Problem = Your reply must be the number of lines in the entries that hold the word "main", and nothing else.

Dataset =

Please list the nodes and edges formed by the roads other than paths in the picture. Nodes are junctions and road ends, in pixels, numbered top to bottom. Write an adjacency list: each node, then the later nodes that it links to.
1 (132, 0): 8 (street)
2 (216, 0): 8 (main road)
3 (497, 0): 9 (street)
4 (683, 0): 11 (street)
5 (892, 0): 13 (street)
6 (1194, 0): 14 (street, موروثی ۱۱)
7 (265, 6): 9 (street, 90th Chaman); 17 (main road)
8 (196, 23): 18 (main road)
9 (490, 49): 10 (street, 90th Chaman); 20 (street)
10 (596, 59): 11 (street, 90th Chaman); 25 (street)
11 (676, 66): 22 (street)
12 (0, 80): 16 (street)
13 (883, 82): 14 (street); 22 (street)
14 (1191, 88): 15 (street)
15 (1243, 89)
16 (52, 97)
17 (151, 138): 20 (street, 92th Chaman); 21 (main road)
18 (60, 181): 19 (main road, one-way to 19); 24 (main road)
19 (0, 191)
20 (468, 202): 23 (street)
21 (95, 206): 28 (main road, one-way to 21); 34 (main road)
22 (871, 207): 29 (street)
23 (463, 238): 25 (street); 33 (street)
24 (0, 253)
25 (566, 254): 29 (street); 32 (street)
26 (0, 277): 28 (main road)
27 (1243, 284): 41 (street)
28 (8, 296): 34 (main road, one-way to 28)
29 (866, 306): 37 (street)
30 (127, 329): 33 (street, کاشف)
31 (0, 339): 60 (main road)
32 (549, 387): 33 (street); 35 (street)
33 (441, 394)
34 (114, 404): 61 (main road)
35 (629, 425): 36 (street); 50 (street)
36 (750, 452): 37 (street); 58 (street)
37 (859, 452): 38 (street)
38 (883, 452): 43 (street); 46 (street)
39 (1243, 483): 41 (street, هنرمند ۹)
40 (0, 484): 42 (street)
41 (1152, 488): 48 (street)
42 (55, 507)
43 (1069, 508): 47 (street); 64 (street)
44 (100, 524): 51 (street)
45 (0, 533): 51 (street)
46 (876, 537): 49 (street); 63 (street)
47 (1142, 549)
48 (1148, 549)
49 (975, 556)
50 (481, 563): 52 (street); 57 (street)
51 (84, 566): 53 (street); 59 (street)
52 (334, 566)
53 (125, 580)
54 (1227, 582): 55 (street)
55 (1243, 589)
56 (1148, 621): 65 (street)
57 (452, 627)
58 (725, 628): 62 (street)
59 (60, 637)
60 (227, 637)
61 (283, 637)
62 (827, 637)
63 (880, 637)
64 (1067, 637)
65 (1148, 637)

Task output = 10